M. Mandel juge que M. Navalny est actuellement l’une des figures les plus en vue de l’opposition au régime de Vladimir Poutine.

L’avocat au regard bleu perçant lutte publiquement contre la corruption depuis une dizaine d’années. Il a tenté de se porter candidat aux élections présidentielles en 2018, mais sa candidature a été refusée compte tenu d’une condamnation pour détournement de fonds – accusation qu’il a toujours niée, attribuant ses déboires judiciaires à une croisade politique de ses adversaires. Il a aussi brigué les suffrages comme maire de Moscou. Alexeï Navalny compte près de 4 millions d’abonnés à sa chaîne YouTube.

Biélorussie

Les soulèvements en Biélorussie après l’élection contestée d’Alexandre Loukachenko pourraient avoir poussé le Kremlin à agir contre ses opposants. Le président de la Biélorussie a reçu l’appui de Moscou au début de la vague de manifestations qui secoue son pays.

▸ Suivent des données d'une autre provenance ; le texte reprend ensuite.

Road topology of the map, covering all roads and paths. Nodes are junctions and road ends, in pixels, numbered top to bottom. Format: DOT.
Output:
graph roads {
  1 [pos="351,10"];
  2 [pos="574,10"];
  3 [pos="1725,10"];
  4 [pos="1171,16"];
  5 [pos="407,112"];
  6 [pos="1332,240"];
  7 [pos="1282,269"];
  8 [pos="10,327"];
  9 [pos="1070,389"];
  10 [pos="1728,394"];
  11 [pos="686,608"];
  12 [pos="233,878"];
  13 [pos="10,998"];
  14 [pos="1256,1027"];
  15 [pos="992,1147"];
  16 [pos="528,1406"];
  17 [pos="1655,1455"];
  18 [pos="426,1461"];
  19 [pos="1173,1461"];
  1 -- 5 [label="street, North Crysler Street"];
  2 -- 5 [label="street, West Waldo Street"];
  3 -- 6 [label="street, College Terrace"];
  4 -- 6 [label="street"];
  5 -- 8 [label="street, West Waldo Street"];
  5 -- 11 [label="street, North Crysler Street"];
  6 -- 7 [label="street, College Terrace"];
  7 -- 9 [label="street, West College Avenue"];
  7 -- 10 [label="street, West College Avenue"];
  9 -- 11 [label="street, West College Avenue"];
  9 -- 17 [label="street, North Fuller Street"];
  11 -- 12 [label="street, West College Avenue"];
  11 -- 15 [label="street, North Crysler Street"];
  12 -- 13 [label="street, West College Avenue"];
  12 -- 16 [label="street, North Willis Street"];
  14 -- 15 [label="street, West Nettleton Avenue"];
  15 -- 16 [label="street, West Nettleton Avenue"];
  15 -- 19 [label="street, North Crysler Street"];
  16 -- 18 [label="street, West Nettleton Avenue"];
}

En général, avec la pandémie, on voit des gens un peu partout dans le monde se mobiliser. Peut-être que le régime est plus nerveux en raison des évènements en Biélorussie.

Mark-David Mandel, professeur de sciences politiques à l’Université du Québec à Montréal

Le soutien de Vladimir Poutine à son homologue biélorusse n’est toutefois pas indéfectible, les deux hommes ayant eu leurs désaccords dans le passé.

L’homme fort de la Russie fait lui-même face à un mouvement de colère dans l’est du pays, près de la frontière chinoise. « Localement, il y a quand même des mobilisations, et peut-être que le régime, avec ce qui se passe aussi en Biélorussie, voulait se sécuriser, prendre des mesures préventives », avance M. Mandel, en précisant que ce ne sont que des hypothèses pour l’instant.

Alexeï Navalny « avait la capacité de susciter des manifestations contre la corruption », ajoute-t-il.

Ce ne serait pas la première fois que le contestataire aurait été pris pour cible : dans les dernières années, il a aussi été aspergé de teinture et a eu une « réaction allergique sévère » après avoir été détenu l’an dernier.